Creating a Bootable USB Drive with LinuxLiveUSB Creator
After opening the Tool, you are presented with a clean & nice interface.
Step 1 – Choose your USB Drive you want the Image to be written on
Select the correct USB Drive, and be aware that everything on it get’s deleted. This is the same as in every other Tool.
Step 2 – Choose A Source
Now, this is where things get interesting! You have 3 Options here:
- ISO / IMG / ZIP
You can either download your ISO the classical way, by yourself, you can use a CD, or, use the Download Feature within the tool, which is what we are going to do. After clicking on Download, you get presented with a huge list of (mostly a little outdated) Distributions to choose from.
For this Tutorial, I am going to choose Linux Mint 17.2 and click on Automatically.

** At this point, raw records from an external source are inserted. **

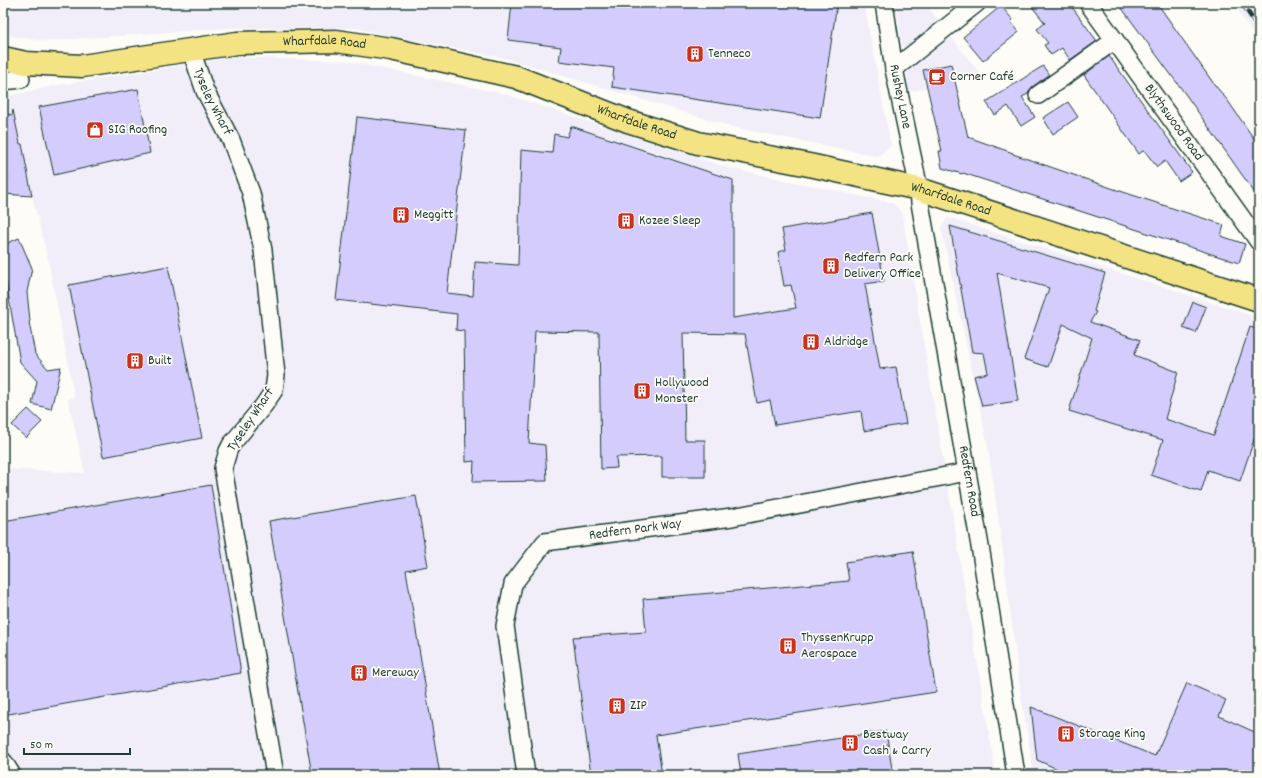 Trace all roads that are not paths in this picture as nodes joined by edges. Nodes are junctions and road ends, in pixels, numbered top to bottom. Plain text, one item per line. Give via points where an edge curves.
1 (884, 3) edge
2 (977, 3) edge
3 (1088, 3) edge
4 (1115, 40) junction
5 (191, 50) junction
6 (3, 58) edge
7 (894, 69) junction
8 (21, 79) dead end
9 (3, 81) edge
10 (1038, 95) dead end
11 (919, 189) junction
12 (1259, 242) edge
13 (1259, 300) edge
14 (967, 472) junction
15 (3, 761) edge
16 (12, 775) edge
17 (275, 775) edge
18 (526, 775) edge
19 (1016, 775) edge

1 - 7 street, Rushey Lane
2 - 7 street
3 - 4 street, Blythswood Road
4 - 10 street
4 - 12 street, Blythswood Road
5 - 6 main road, Wharfdale Road via 82,66 26,63
5 - 11 main road, Wharfdale Road via 237,43 336,41 391,49 516,77 628,121 698,143
5 - 17 street, Tyseley Wharf via 205,91 231,140 251,194 263,250 276,375 274,390 231,445 223,468
7 - 11 street, Rushey Lane
8 - 9 street
11 - 13 main road, Wharfdale Road
11 - 14 street, Redfern Road
14 - 18 street, Redfern Park Way via 732,517 545,542 513,584 505,626
14 - 19 street, Redfern Road
15 - 16 street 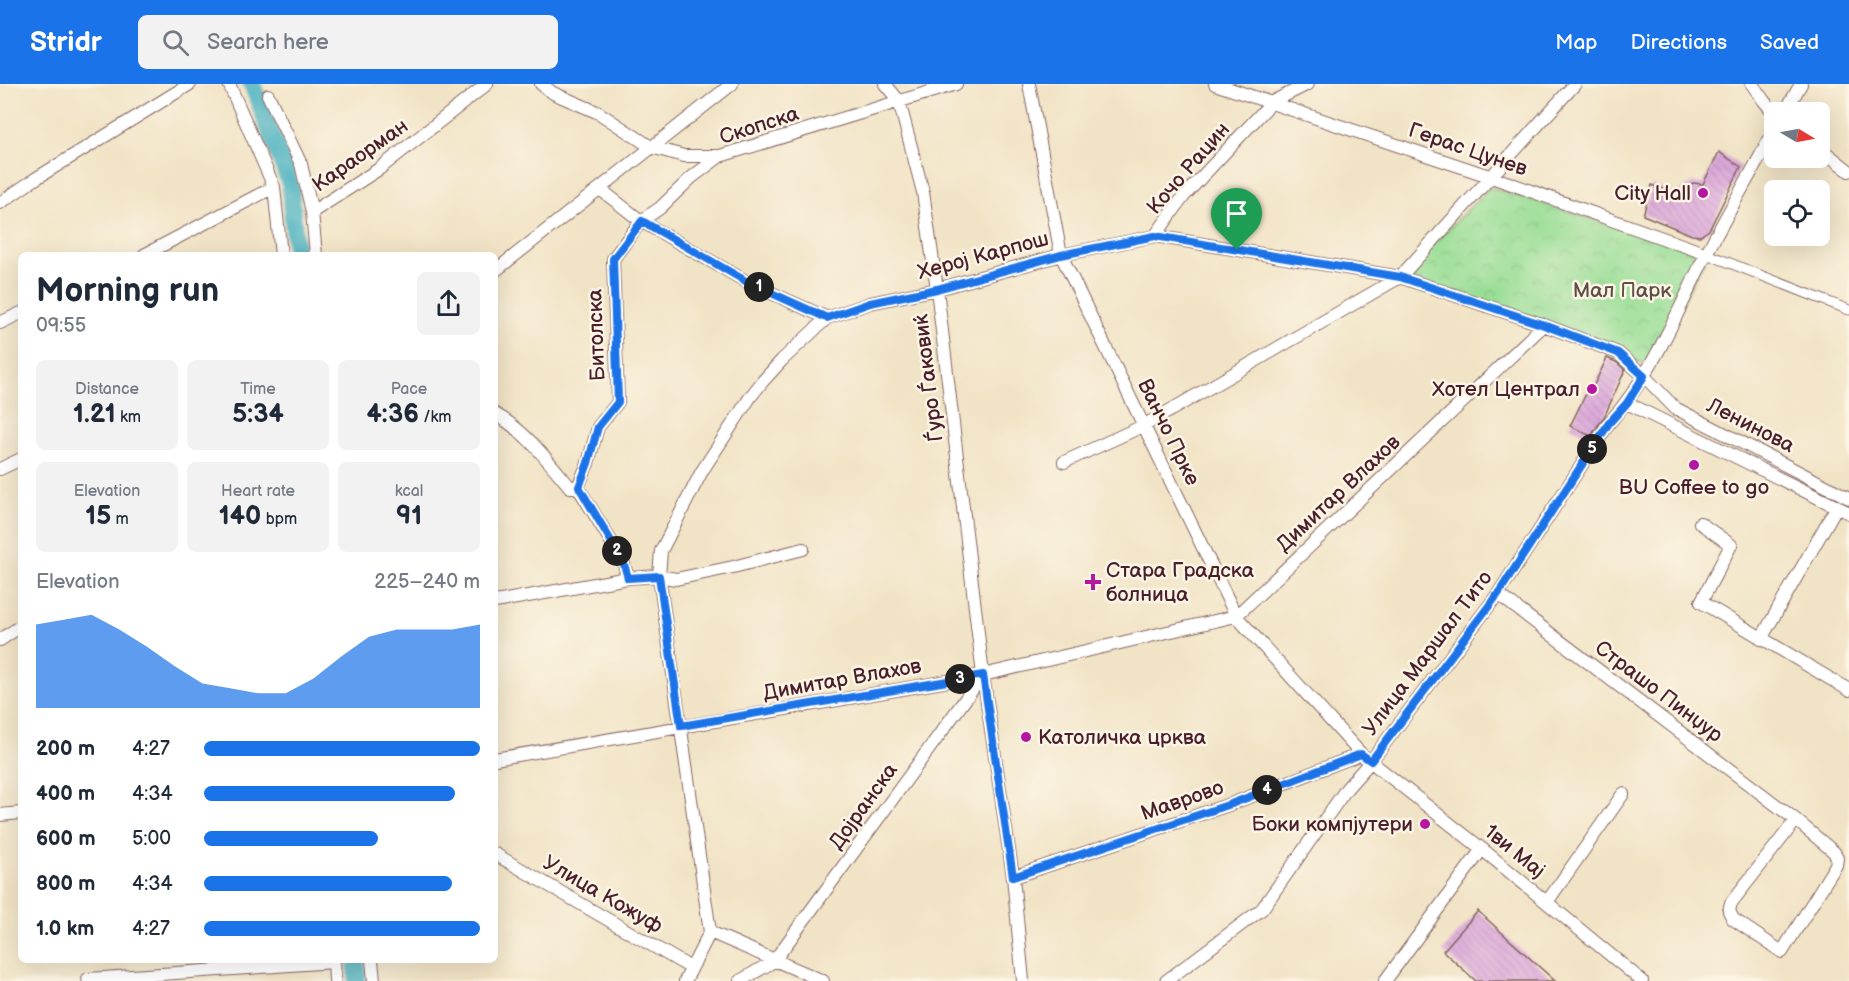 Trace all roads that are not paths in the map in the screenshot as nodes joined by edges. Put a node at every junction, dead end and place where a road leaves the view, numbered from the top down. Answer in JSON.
{"nodes":[{"id":1,"x":190,"y":84,"type":"edge"},
{"id":2,"x":229,"y":84,"type":"edge"},
{"id":3,"x":487,"y":84,"type":"edge"},
{"id":4,"x":541,"y":84,"type":"edge"},
{"id":5,"x":732,"y":84,"type":"edge"},
{"id":6,"x":885,"y":84,"type":"edge"},
{"id":7,"x":956,"y":84,"type":"edge"},
{"id":8,"x":1029,"y":84,"type":"edge"},
{"id":9,"x":1215,"y":84,"type":"edge"},
{"id":10,"x":1308,"y":84,"type":"edge"},
{"id":11,"x":1575,"y":84,"type":"edge"},
{"id":12,"x":1752,"y":84,"type":"edge"},
{"id":13,"x":1801,"y":84,"type":"edge"},
{"id":14,"x":268,"y":95,"type":"dead end"},
{"id":15,"x":899,"y":101,"type":"junction"},
{"id":16,"x":1272,"y":102,"type":"junction"},
{"id":17,"x":1765,"y":102,"type":"edge"},
{"id":18,"x":1791,"y":102,"type":"edge"},
{"id":19,"x":651,"y":147,"type":"junction"},
{"id":20,"x":1764,"y":149,"type":"edge"},
{"id":21,"x":720,"y":156,"type":"junction"},
{"id":22,"x":1830,"y":156,"type":"edge"},
{"id":23,"x":1849,"y":171,"type":"edge"},
{"id":24,"x":1489,"y":176,"type":"junction"},
{"id":25,"x":274,"y":187,"type":"junction"},
{"id":26,"x":600,"y":189,"type":"junction"},
{"id":27,"x":0,"y":203,"type":"edge"},
{"id":28,"x":312,"y":212,"type":"junction"},
{"id":29,"x":642,"y":221,"type":"junction"},
{"id":30,"x":1155,"y":236,"type":"junction"},
{"id":31,"x":150,"y":252,"type":"edge"},
{"id":32,"x":281,"y":252,"type":"edge"},
{"id":33,"x":316,"y":252,"type":"edge"},
{"id":34,"x":1707,"y":254,"type":"junction"},
{"id":35,"x":1061,"y":255,"type":"junction"},
{"id":36,"x":498,"y":269,"type":"edge"},
{"id":37,"x":1400,"y":277,"type":"junction"},
{"id":38,"x":937,"y":289,"type":"junction"},
{"id":39,"x":1849,"y":310,"type":"edge"},
{"id":40,"x":18,"y":314,"type":"edge"},
{"id":41,"x":827,"y":318,"type":"junction"},
{"id":42,"x":0,"y":323,"type":"edge"},
{"id":43,"x":1544,"y":325,"type":"junction"},
{"id":44,"x":1644,"y":376,"type":"junction"},
{"id":45,"x":1627,"y":403,"type":"junction"},
{"id":46,"x":498,"y":416,"type":"edge"},
{"id":47,"x":1144,"y":425,"type":"junction"},
{"id":48,"x":18,"y":460,"type":"edge"},
{"id":49,"x":1064,"y":462,"type":"dead end"},
{"id":50,"x":0,"y":469,"type":"edge"},
{"id":51,"x":579,"y":487,"type":"junction"},
{"id":52,"x":1849,"y":498,"type":"edge"},
{"id":53,"x":1837,"y":506,"type":"junction"},
{"id":54,"x":1849,"y":513,"type":"edge"},
{"id":55,"x":1700,"y":523,"type":"dead end"},
{"id":56,"x":803,"y":549,"type":"dead end"},
{"id":57,"x":659,"y":576,"type":"junction"},
{"id":58,"x":628,"y":578,"type":"junction"},
{"id":59,"x":1498,"y":594,"type":"junction"},
{"id":60,"x":498,"y":601,"type":"edge"},
{"id":61,"x":1236,"y":616,"type":"junction"},
{"id":62,"x":18,"y":630,"type":"edge"},
{"id":63,"x":1761,"y":639,"type":"junction"},
{"id":64,"x":0,"y":640,"type":"edge"},
{"id":65,"x":983,"y":675,"type":"junction"},
{"id":66,"x":1849,"y":690,"type":"edge"},
{"id":67,"x":681,"y":726,"type":"junction"},
{"id":68,"x":498,"y":758,"type":"edge"},
{"id":69,"x":1366,"y":758,"type":"junction"},
{"id":70,"x":1623,"y":794,"type":"dead end"},
{"id":71,"x":18,"y":813,"type":"edge"},
{"id":72,"x":0,"y":815,"type":"edge"},
{"id":73,"x":1796,"y":820,"type":"junction"},
{"id":74,"x":1482,"y":849,"type":"junction"},
{"id":75,"x":498,"y":856,"type":"edge"},
{"id":76,"x":1013,"y":877,"type":"junction"},
{"id":77,"x":1547,"y":902,"type":"junction"},
{"id":78,"x":710,"y":932,"type":"junction"},
{"id":79,"x":774,"y":961,"type":"junction"},
{"id":80,"x":307,"y":963,"type":"edge"},
{"id":81,"x":334,"y":963,"type":"edge"},
{"id":82,"x":372,"y":963,"type":"edge"},
{"id":83,"x":691,"y":969,"type":"junction"},
{"id":84,"x":88,"y":979,"type":"dead end"},
{"id":85,"x":335,"y":981,"type":"edge"},
{"id":86,"x":374,"y":981,"type":"edge"},
{"id":87,"x":685,"y":981,"type":"edge"},
{"id":88,"x":740,"y":981,"type":"edge"},
{"id":89,"x":823,"y":981,"type":"edge"},
{"id":90,"x":1023,"y":981,"type":"edge"},
{"id":91,"x":1166,"y":981,"type":"edge"},
{"id":92,"x":1385,"y":981,"type":"edge"},
{"id":93,"x":1642,"y":981,"type":"edge"}],
"edges":[{"from":1,"to":27,"type":"street"},
{"from":2,"to":25,"type":"street"},
{"from":3,"to":28,"type":"street","name":"Караорман"},
{"from":4,"to":19,"type":"street"},
{"from":5,"to":19,"type":"street"},
{"from":6,"to":15,"type":"street","name":"Ѓуро Ѓаковиќ"},
{"from":7,"to":15,"type":"street","name":"Скопска"},
{"from":8,"to":35,"type":"street","name":"Ванчо Прке"},
{"from":9,"to":16,"type":"street","name":"Герас Цунев"},
{"from":10,"to":16,"type":"street","name":"Кочо Рацин"},
{"from":11,"to":24,"type":"street"},
{"from":12,"to":17,"type":"street"},
{"from":13,"to":18,"type":"street"},
{"from":14,"to":28,"type":"street"},
{"from":15,"to":21,"type":"street","name":"Скопска"},
{"from":15,"to":38,"type":"street","name":"Ѓуро Ѓаковиќ"},
{"from":16,"to":24,"type":"street","name":"Герас Цунев"},
{"from":16,"to":30,"type":"street","name":"Кочо Рацин"},
{"from":19,"to":21,"type":"street"},
{"from":19,"to":26,"type":"street"},
{"from":20,"to":34,"type":"street","name":"Улица Маршал Тито"},
{"from":21,"to":29,"type":"street","name":"Скопска"},
{"from":22,"to":23,"type":"street"},
{"from":24,"to":34,"type":"street","name":"Герас Цунев"},
{"from":24,"to":37,"type":"street"},
{"from":25,"to":31,"type":"street"},
{"from":25,"to":32,"type":"street"},
{"from":26,"to":29,"type":"street"},
{"from":26,"to":36,"type":"street"},
{"from":28,"to":33,"type":"street"},
{"from":29,"to":41,"type":"street"},
{"from":29,"to":51,"type":"street","name":"Битолска"},
{"from":30,"to":35,"type":"street","name":"Херој Карпош"},
{"from":30,"to":37,"type":"street","name":"Херој Карпош"},
{"from":34,"to":39,"type":"street"},
{"from":34,"to":44,"type":"street","name":"Улица Маршал Тито"},
{"from":35,"to":38,"type":"street","name":"Херој Карпош"},
{"from":35,"to":47,"type":"street","name":"Ванчо Прке"},
{"from":37,"to":43,"type":"street","name":"Херој Карпош"},
{"from":37,"to":47,"type":"street"},
{"from":38,"to":41,"type":"street","name":"Херој Карпош"},
{"from":38,"to":65,"type":"street","name":"Ѓуро Ѓаковиќ"},
{"from":40,"to":42,"type":"street"},
{"from":41,"to":57,"type":"street"},
{"from":43,"to":44,"type":"street","name":"Ленинова"},
{"from":43,"to":61,"type":"street","name":"Димитар Влахов"},
{"from":44,"to":45,"type":"street","name":"Улица Маршал Тито"},
{"from":44,"to":52,"type":"street","name":"Ленинова"},
{"from":45,"to":53,"type":"street"},
{"from":45,"to":59,"type":"street","name":"Улица Маршал Тито"},
{"from":46,"to":51,"type":"street"},
{"from":47,"to":49,"type":"street"},
{"from":47,"to":61,"type":"street","name":"Ванчо Прке"},
{"from":48,"to":50,"type":"street"},
{"from":51,"to":58,"type":"street"},
{"from":53,"to":54,"type":"street"},
{"from":53,"to":63,"type":"street"},
{"from":55,"to":63,"type":"street"},
{"from":56,"to":57,"type":"street"},
{"from":57,"to":58,"type":"street"},
{"from":57,"to":67,"type":"street"},
{"from":58,"to":60,"type":"street"},
{"from":59,"to":69,"type":"street","name":"Улица Маршал Тито"},
{"from":59,"to":73,"type":"street","name":"Страшо Пинџур"},
{"from":61,"to":65,"type":"street","name":"Димитар Влахов"},
{"from":61,"to":69,"type":"street","name":"Ванчо Прке"},
{"from":62,"to":64,"type":"street"},
{"from":63,"to":66,"type":"street"},
{"from":65,"to":67,"type":"street","name":"Димитар Влахов"},
{"from":65,"to":76,"type":"street","name":"Ѓуро Ѓаковиќ"},
{"from":65,"to":79,"type":"street","name":"Дојранска"},
{"from":67,"to":68,"type":"street","name":"Димитар Влахов"},
{"from":67,"to":78,"type":"street"},
{"from":69,"to":74,"type":"street","name":"1ви Мај"},
{"from":69,"to":76,"type":"street","name":"Маврово"},
{"from":69,"to":91,"type":"street","name":"Улица Маршал Тито"},
{"from":70,"to":77,"type":"street"},
{"from":71,"to":72,"type":"street"},
{"from":73,"to":73,"type":"street","name":"Страшо Пинџур"},
{"from":74,"to":77,"type":"street","name":"1ви Мај"},
{"from":74,"to":92,"type":"street"},
{"from":75,"to":83,"type":"street","name":"Улица Кожуф"},
{"from":76,"to":90,"type":"street","name":"Ѓуро Ѓаковиќ"},
{"from":77,"to":93,"type":"street","name":"1ви Мај"},
{"from":78,"to":79,"type":"street"},
{"from":78,"to":83,"type":"street"},
{"from":79,"to":88,"type":"street"},
{"from":79,"to":89,"type":"street"},
{"from":80,"to":84,"type":"street"},
{"from":81,"to":85,"type":"street"},
{"from":82,"to":86,"type":"street"},
{"from":83,"to":87,"type":"street"}]}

After clicking on Automatically, you have to choose a folder where to save the ISO File, and the download begins.
Step 3 – Persistence
Usually, on a live CD or Live USB key, all modifications are discarded when you reboot.
The persistence allows you to keep your preferences and data even after the reboot.
The data are stored in a special file called casper-rw (for Ubuntu) and overlay-USBLABEL-UUID (for Fedora). This is a completely transparent process for the user.
Usually, 300 MB is enough to install some software but you can use more. I’ll give it 4090 MB because my USB Drive is big enough.
Step 4 – Options
We are going to leave the Options here on default.
Step 5 – Create
Finally, click on the Lightning Bolt to start the Imaging Process.
After a couple of minutes, you are presented with a Bootable Live USB Drive with Linux Mint. This concludes the LinuxLive USB Creator Tutorial.
Unfortunately, LinuxLive USB Creator was last updated in 2015, which explains the outdated Distribution list. It would be a great tool if that list was updated. But as it is now, I don’t see any reason to use LinuxLive USB Creator over Rufus.
I hope someone picks up development and continues to develop this tool.